Mutual funds give small investors to access professionally managed portfolios, diversified portfolios of bonds, equities, bonds and other security investments. It is unlike equity trading, here the trader will gain or lose as according to the pool of traders. Hence mutual funds are having a unique niche as compared to the other investments.
In all investments options the mutual funds are the thunderstrucking year by year, due to following advantages:
Inflation master: Inflation indicates a general rise in the price of goods and services. Even though, Indian market declined its inflation from 10.92% (2013) to 5.91% (2016), but considering all figures of poverty ratio and purchasing power parity inflation rate stood above the average. Mutual fund beats the inflation by adjusting its value of rising prices of goods in the economy. Hence, fixed deposits or saving from the bank account does not get inflation benefits after its return. Hence, purchasing power parity of the people will not get affected. The equity investments don’t provide an inflation adjustment as they entirely depend on demand and supply generated by the traders.

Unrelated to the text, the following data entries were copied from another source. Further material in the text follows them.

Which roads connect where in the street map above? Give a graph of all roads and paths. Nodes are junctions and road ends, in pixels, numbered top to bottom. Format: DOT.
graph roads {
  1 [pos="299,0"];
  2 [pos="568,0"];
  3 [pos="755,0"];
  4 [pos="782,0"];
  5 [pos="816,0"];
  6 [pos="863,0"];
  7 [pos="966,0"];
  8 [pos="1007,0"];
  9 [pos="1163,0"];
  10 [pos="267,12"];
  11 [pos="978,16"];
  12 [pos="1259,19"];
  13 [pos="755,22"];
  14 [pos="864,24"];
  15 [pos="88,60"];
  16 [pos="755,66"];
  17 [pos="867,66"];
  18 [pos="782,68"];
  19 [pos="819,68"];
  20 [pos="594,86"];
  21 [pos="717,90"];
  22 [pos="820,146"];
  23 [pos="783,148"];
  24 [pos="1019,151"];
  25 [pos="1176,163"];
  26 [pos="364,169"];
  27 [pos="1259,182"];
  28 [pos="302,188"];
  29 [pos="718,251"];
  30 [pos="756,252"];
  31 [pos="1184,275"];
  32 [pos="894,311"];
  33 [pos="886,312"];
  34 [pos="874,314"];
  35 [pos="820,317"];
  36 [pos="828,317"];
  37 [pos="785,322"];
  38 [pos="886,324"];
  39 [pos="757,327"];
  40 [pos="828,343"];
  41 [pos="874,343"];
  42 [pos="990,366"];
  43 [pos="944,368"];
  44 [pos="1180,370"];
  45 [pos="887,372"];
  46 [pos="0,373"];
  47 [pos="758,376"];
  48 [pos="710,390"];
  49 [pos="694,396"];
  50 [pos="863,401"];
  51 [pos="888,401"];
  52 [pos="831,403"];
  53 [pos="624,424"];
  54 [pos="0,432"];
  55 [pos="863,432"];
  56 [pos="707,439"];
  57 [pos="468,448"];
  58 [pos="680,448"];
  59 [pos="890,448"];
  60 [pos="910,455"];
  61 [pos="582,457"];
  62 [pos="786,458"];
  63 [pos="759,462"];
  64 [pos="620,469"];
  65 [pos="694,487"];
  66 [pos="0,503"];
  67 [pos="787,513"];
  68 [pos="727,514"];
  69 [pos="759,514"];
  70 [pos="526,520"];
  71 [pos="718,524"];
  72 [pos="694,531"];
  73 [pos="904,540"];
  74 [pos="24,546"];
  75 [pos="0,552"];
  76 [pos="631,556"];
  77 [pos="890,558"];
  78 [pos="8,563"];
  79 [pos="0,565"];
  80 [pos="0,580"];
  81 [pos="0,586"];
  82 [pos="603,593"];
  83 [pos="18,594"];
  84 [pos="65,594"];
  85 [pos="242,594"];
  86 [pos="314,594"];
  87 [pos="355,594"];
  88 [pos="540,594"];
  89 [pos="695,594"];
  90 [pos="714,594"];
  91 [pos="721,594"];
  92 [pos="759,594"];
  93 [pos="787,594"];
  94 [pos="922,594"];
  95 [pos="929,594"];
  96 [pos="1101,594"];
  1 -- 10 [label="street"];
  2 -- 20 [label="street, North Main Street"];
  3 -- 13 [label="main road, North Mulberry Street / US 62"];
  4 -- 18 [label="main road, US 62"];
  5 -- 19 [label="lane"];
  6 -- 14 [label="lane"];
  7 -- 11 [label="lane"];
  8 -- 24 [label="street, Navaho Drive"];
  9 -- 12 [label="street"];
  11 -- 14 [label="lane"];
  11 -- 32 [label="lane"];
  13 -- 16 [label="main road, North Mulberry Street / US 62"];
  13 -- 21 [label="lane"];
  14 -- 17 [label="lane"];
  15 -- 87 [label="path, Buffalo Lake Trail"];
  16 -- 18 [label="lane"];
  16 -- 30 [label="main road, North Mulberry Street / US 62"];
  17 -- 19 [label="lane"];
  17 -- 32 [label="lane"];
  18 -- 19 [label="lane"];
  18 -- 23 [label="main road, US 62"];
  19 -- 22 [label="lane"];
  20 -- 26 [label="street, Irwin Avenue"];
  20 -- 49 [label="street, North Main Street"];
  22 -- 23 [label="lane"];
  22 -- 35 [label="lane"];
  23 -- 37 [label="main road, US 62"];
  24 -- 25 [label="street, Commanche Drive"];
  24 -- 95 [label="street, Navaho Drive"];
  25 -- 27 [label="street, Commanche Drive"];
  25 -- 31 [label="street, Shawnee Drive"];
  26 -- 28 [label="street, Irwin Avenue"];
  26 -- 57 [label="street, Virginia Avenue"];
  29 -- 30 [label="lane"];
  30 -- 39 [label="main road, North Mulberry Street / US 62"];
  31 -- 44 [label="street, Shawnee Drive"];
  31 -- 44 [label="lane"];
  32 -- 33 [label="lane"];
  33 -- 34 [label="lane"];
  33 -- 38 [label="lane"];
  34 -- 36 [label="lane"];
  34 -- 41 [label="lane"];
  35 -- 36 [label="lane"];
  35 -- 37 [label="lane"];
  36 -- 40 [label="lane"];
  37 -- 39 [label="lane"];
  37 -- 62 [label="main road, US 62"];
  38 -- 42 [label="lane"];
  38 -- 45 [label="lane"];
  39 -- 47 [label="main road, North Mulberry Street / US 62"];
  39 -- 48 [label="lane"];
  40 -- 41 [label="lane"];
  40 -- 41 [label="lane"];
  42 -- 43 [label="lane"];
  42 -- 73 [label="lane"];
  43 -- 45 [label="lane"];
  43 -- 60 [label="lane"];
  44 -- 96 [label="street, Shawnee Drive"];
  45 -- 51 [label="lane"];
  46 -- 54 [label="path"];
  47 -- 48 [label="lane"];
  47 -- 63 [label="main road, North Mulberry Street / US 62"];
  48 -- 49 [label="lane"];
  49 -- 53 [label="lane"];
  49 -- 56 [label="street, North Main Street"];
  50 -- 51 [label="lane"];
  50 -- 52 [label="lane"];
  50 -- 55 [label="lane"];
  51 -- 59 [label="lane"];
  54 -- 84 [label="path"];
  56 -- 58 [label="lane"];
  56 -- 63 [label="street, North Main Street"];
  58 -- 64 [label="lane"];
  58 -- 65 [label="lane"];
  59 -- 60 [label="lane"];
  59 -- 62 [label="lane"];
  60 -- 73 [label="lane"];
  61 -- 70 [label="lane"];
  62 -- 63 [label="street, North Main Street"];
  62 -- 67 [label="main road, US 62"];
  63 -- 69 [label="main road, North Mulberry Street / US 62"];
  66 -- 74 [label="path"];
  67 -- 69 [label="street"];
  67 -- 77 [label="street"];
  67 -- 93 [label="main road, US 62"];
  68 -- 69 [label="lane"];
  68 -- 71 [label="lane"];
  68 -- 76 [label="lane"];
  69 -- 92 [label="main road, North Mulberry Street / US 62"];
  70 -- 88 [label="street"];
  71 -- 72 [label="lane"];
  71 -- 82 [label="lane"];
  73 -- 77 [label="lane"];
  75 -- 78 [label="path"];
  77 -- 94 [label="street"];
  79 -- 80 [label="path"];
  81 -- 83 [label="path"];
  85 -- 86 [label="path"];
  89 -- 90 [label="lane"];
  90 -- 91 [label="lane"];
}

Cost effective: The investment in the other sections like capital market requires the higher capital to do trading for a long time, because of its higher costs in trading charges and brokerage charges. But in the mutual funds the charges offered are less, which makes mutual funds cost effective. Unlike in the equity trading, mutual fund gains or losses as according to the pool of investors, hence cost incurred in case of loss is less as compared to the other investment options.
Liquidity: The mutual funds are of three types, open-ended, semi closed and close-ended. The open-ended mutual fund offers the instant liquidity based on the value of net asset of that time and close ended mutual funds can be traded in stock markets as offered by the stock market. But as in the bank fixed deposits are having fixed deposit term, as a person cannot change his ways.
Diversification in portfolios: unlike equity or forex market, a mutual fund offers diversification in the portfolio. Due to its diversification, the mutual fund offers investment, this makes it to generate higher earning year by year and lessen the loss as compared to equities or forex markets.
Safety and transparency: mutual funds are safe and transparent. It is unavoidable that, every instrument in the stock market is based on the risk factor. But mutual funds are managed by the skilled experts and it is regulated by the Stock Exchange Board of India (SEBI). Unless putting money into unorganized sector, where risk is high, one can go with mutual funds.
Research and development: Backed by a dedicated research team, investors are provided with the services of an experienced fund manager who handles the financial decisions based on the performance and prospects available in the market to achieve the objectives of the mutual fund scheme. As the equity or forex markets does not get supported by the research team because as the investment is not going to pool of investors.
Comfortable: mutual funds are time savings, higher return, less risk and transparent instrument that makes people to be in a comfortable position. Here the cost is less, hence provides less transaction costs, makes a trader to get more earning per investment as compared to the other investment options.